What the task asks =>
Below are records to give again exactly; omit each image they contain.

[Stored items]
[Start of section]

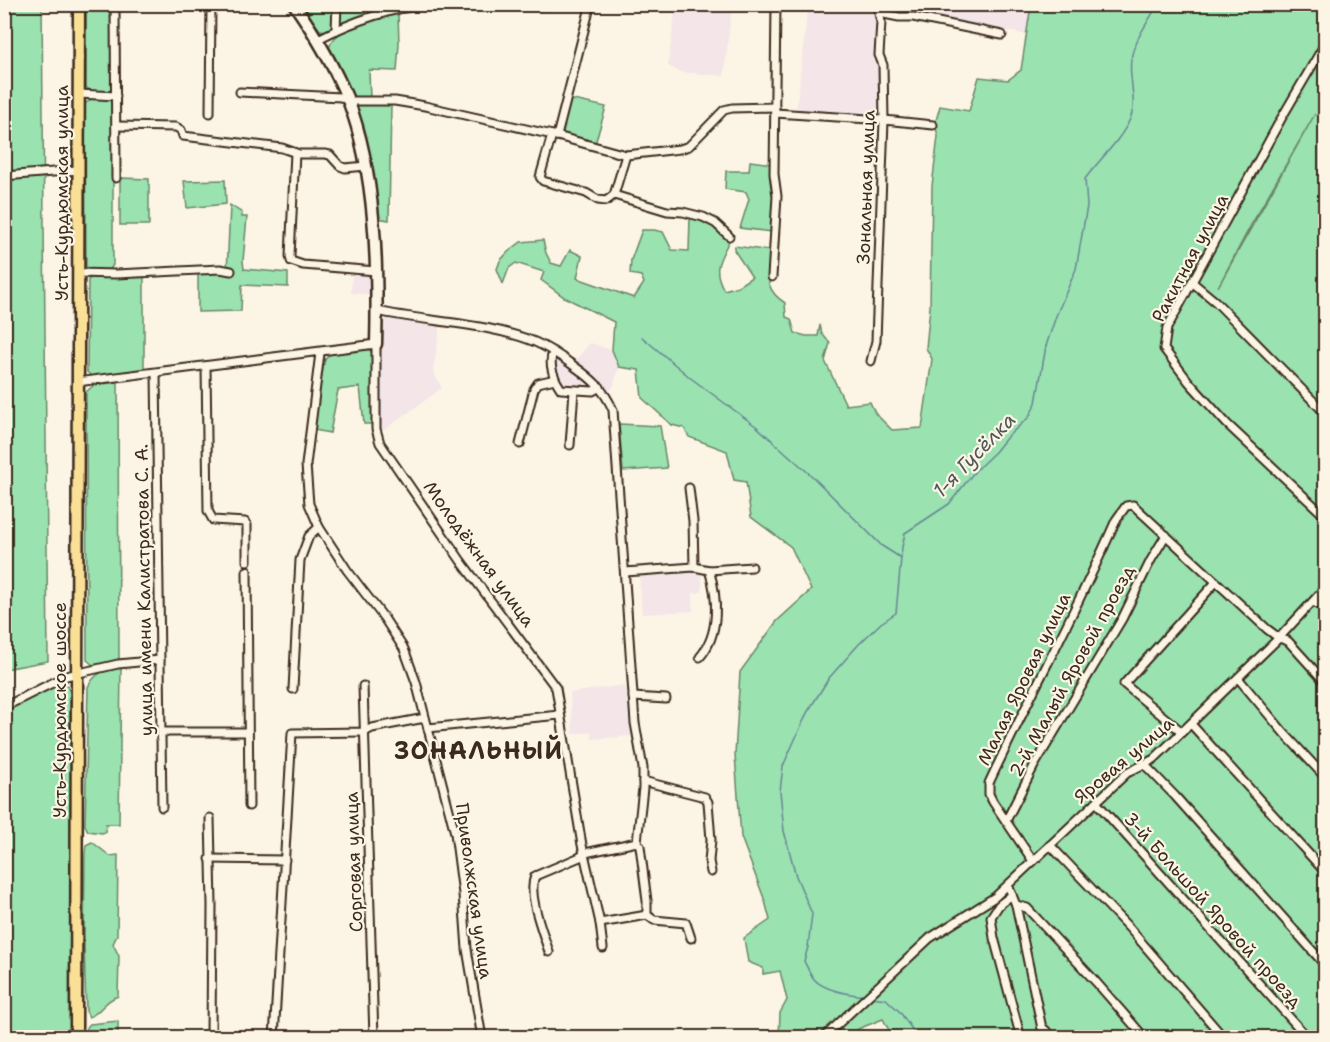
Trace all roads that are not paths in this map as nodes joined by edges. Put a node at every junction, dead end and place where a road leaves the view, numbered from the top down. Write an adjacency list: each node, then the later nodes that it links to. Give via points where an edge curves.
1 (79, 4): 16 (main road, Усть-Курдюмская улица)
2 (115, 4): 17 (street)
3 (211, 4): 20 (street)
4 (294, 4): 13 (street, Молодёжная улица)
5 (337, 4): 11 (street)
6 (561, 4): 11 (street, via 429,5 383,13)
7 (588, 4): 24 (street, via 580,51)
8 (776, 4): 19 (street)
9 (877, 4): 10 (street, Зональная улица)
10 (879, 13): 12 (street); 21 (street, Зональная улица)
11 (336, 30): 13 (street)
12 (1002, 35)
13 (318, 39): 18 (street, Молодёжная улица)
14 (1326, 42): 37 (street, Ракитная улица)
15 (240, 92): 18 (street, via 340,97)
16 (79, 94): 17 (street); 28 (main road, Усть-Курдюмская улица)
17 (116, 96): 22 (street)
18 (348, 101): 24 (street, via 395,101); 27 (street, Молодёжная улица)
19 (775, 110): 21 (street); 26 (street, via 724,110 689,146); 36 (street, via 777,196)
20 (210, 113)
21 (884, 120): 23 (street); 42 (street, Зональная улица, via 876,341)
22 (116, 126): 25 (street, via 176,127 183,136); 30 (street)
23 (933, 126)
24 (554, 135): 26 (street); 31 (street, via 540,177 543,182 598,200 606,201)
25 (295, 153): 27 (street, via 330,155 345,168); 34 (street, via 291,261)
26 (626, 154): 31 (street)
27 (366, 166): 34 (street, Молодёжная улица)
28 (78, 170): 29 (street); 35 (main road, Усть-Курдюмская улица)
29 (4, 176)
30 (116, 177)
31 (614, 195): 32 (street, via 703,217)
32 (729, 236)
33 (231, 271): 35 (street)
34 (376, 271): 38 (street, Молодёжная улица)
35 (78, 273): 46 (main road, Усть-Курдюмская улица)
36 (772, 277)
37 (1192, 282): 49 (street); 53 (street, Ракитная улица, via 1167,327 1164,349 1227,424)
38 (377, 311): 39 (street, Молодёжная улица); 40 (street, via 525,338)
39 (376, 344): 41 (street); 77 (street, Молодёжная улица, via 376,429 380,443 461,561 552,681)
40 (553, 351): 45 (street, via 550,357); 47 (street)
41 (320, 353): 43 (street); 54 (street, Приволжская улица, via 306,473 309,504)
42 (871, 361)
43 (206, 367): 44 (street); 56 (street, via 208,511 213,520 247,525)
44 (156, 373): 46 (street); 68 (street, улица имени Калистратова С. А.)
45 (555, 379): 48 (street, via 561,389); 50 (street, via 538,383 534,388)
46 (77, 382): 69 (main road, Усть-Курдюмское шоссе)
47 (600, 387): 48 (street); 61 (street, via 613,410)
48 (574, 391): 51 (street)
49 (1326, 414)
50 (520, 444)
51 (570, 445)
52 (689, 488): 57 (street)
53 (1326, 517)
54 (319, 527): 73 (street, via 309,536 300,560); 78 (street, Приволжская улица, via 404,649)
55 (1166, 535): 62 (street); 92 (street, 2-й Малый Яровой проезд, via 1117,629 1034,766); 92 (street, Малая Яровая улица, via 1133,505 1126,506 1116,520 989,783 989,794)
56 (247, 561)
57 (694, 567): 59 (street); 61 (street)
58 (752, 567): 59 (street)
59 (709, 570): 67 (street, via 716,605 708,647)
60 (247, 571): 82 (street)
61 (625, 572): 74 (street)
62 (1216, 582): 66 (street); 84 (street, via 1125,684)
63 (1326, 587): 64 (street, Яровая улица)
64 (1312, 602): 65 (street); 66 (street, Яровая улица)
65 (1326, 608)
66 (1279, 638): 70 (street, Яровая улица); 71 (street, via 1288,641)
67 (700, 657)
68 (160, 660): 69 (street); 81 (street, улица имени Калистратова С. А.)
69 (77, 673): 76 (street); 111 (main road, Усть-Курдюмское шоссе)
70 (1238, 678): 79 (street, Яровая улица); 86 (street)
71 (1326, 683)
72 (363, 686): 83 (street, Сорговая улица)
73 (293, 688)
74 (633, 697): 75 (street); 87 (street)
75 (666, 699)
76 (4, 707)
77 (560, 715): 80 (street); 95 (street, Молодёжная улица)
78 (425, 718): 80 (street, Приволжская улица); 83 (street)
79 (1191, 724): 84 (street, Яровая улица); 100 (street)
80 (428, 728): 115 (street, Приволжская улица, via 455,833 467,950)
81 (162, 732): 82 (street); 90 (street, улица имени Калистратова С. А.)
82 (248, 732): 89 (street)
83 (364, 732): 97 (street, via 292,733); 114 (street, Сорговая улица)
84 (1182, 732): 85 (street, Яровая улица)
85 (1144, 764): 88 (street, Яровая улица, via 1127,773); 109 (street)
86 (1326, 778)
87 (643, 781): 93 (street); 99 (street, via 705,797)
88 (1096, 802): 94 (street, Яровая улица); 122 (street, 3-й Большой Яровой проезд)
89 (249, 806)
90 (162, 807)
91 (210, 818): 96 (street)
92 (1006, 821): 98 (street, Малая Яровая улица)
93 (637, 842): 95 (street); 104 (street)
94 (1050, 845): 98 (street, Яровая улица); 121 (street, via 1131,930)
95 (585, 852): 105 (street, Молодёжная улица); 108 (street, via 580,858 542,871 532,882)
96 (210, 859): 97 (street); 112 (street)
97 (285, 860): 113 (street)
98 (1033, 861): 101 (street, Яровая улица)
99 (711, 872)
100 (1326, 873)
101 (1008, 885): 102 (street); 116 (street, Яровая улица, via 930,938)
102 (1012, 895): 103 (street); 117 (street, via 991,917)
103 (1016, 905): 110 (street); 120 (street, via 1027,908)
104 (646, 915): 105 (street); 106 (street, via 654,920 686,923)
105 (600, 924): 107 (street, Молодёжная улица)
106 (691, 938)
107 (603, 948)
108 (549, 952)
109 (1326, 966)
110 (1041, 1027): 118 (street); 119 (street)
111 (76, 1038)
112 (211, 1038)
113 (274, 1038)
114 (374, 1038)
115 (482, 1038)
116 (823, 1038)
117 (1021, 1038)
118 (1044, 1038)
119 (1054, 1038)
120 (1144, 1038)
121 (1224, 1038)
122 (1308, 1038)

[End of section]

Response to the exercise =>
Trace all roads that are not paths in this map as nodes joined by edges. Put a node at every junction, dead end and place where a road leaves the view, numbered from the top down. Write an adjacency list: each node, then the later nodes that it links to. Give via points where an edge curves.
1 (79, 4): 16 (main road, Усть-Курдюмская улица)
2 (115, 4): 17 (street)
3 (211, 4): 20 (street)
4 (294, 4): 13 (street, Молодёжная улица)
5 (337, 4): 11 (street)
6 (561, 4): 11 (street, via 429,5 383,13)
7 (588, 4): 24 (street, via 580,51)
8 (776, 4): 19 (street)
9 (877, 4): 10 (street, Зональная улица)
10 (879, 13): 12 (street); 21 (street, Зональная улица)
11 (336, 30): 13 (street)
12 (1002, 35)
13 (318, 39): 18 (street, Молодёжная улица)
14 (1326, 42): 37 (street, Ракитная улица)
15 (240, 92): 18 (street, via 340,97)
16 (79, 94): 17 (street); 28 (main road, Усть-Курдюмская улица)
17 (116, 96): 22 (street)
18 (348, 101): 24 (street, via 395,101); 27 (street, Молодёжная улица)
19 (775, 110): 21 (street); 26 (street, via 724,110 689,146); 36 (street, via 777,196)
20 (210, 113)
21 (884, 120): 23 (street); 42 (street, Зональная улица, via 876,341)
22 (116, 126): 25 (street, via 176,127 183,136); 30 (street)
23 (933, 126)
24 (554, 135): 26 (street); 31 (street, via 540,177 543,182 598,200 606,201)
25 (295, 153): 27 (street, via 330,155 345,168); 34 (street, via 291,261)
26 (626, 154): 31 (street)
27 (366, 166): 34 (street, Молодёжная улица)
28 (78, 170): 29 (street); 35 (main road, Усть-Курдюмская улица)
29 (4, 176)
30 (116, 177)
31 (614, 195): 32 (street, via 703,217)
32 (729, 236)
33 (231, 271): 35 (street)
34 (376, 271): 38 (street, Молодёжная улица)
35 (78, 273): 46 (main road, Усть-Курдюмская улица)
36 (772, 277)
37 (1192, 282): 49 (street); 53 (street, Ракитная улица, via 1167,327 1164,349 1227,424)
38 (377, 311): 39 (street, Молодёжная улица); 40 (street, via 525,338)
39 (376, 344): 41 (street); 77 (street, Молодёжная улица, via 376,429 380,443 461,561 552,681)
40 (553, 351): 45 (street, via 550,357); 47 (street)
41 (320, 353): 43 (street); 54 (street, Приволжская улица, via 306,473 309,504)
42 (871, 361)
43 (206, 367): 44 (street); 56 (street, via 208,511 213,520 247,525)
44 (156, 373): 46 (street); 68 (street, улица имени Калистратова С. А.)
45 (555, 379): 48 (street, via 561,389); 50 (street, via 538,383 534,388)
46 (77, 382): 69 (main road, Усть-Курдюмское шоссе)
47 (600, 387): 48 (street); 61 (street, via 613,410)
48 (574, 391): 51 (street)
49 (1326, 414)
50 (520, 444)
51 (570, 445)
52 (689, 488): 57 (street)
53 (1326, 517)
54 (319, 527): 73 (street, via 309,536 300,560); 78 (street, Приволжская улица, via 404,649)
55 (1166, 535): 62 (street); 92 (street, 2-й Малый Яровой проезд, via 1117,629 1034,766); 92 (street, Малая Яровая улица, via 1133,505 1126,506 1116,520 989,783 989,794)
56 (247, 561)
57 (694, 567): 59 (street); 61 (street)
58 (752, 567): 59 (street)
59 (709, 570): 67 (street, via 716,605 708,647)
60 (247, 571): 82 (street)
61 (625, 572): 74 (street)
62 (1216, 582): 66 (street); 84 (street, via 1125,684)
63 (1326, 587): 64 (street, Яровая улица)
64 (1312, 602): 65 (street); 66 (street, Яровая улица)
65 (1326, 608)
66 (1279, 638): 70 (street, Яровая улица); 71 (street, via 1288,641)
67 (700, 657)
68 (160, 660): 69 (street); 81 (street, улица имени Калистратова С. А.)
69 (77, 673): 76 (street); 111 (main road, Усть-Курдюмское шоссе)
70 (1238, 678): 79 (street, Яровая улица); 86 (street)
71 (1326, 683)
72 (363, 686): 83 (street, Сорговая улица)
73 (293, 688)
74 (633, 697): 75 (street); 87 (street)
75 (666, 699)
76 (4, 707)
77 (560, 715): 80 (street); 95 (street, Молодёжная улица)
78 (425, 718): 80 (street, Приволжская улица); 83 (street)
79 (1191, 724): 84 (street, Яровая улица); 100 (street)
80 (428, 728): 115 (street, Приволжская улица, via 455,833 467,950)
81 (162, 732): 82 (street); 90 (street, улица имени Калистратова С. А.)
82 (248, 732): 89 (street)
83 (364, 732): 97 (street, via 292,733); 114 (street, Сорговая улица)
84 (1182, 732): 85 (street, Яровая улица)
85 (1144, 764): 88 (street, Яровая улица, via 1127,773); 109 (street)
86 (1326, 778)
87 (643, 781): 93 (street); 99 (street, via 705,797)
88 (1096, 802): 94 (street, Яровая улица); 122 (street, 3-й Большой Яровой проезд)
89 (249, 806)
90 (162, 807)
91 (210, 818): 96 (street)
92 (1006, 821): 98 (street, Малая Яровая улица)
93 (637, 842): 95 (street); 104 (street)
94 (1050, 845): 98 (street, Яровая улица); 121 (street, via 1131,930)
95 (585, 852): 105 (street, Молодёжная улица); 108 (street, via 580,858 542,871 532,882)
96 (210, 859): 97 (street); 112 (street)
97 (285, 860): 113 (street)
98 (1033, 861): 101 (street, Яровая улица)
99 (711, 872)
100 (1326, 873)
101 (1008, 885): 102 (street); 116 (street, Яровая улица, via 930,938)
102 (1012, 895): 103 (street); 117 (street, via 991,917)
103 (1016, 905): 110 (street); 120 (street, via 1027,908)
104 (646, 915): 105 (street); 106 (street, via 654,920 686,923)
105 (600, 924): 107 (street, Молодёжная улица)
106 (691, 938)
107 (603, 948)
108 (549, 952)
109 (1326, 966)
110 (1041, 1027): 118 (street); 119 (street)
111 (76, 1038)
112 (211, 1038)
113 (274, 1038)
114 (374, 1038)
115 (482, 1038)
116 (823, 1038)
117 (1021, 1038)
118 (1044, 1038)
119 (1054, 1038)
120 (1144, 1038)
121 (1224, 1038)
122 (1308, 1038)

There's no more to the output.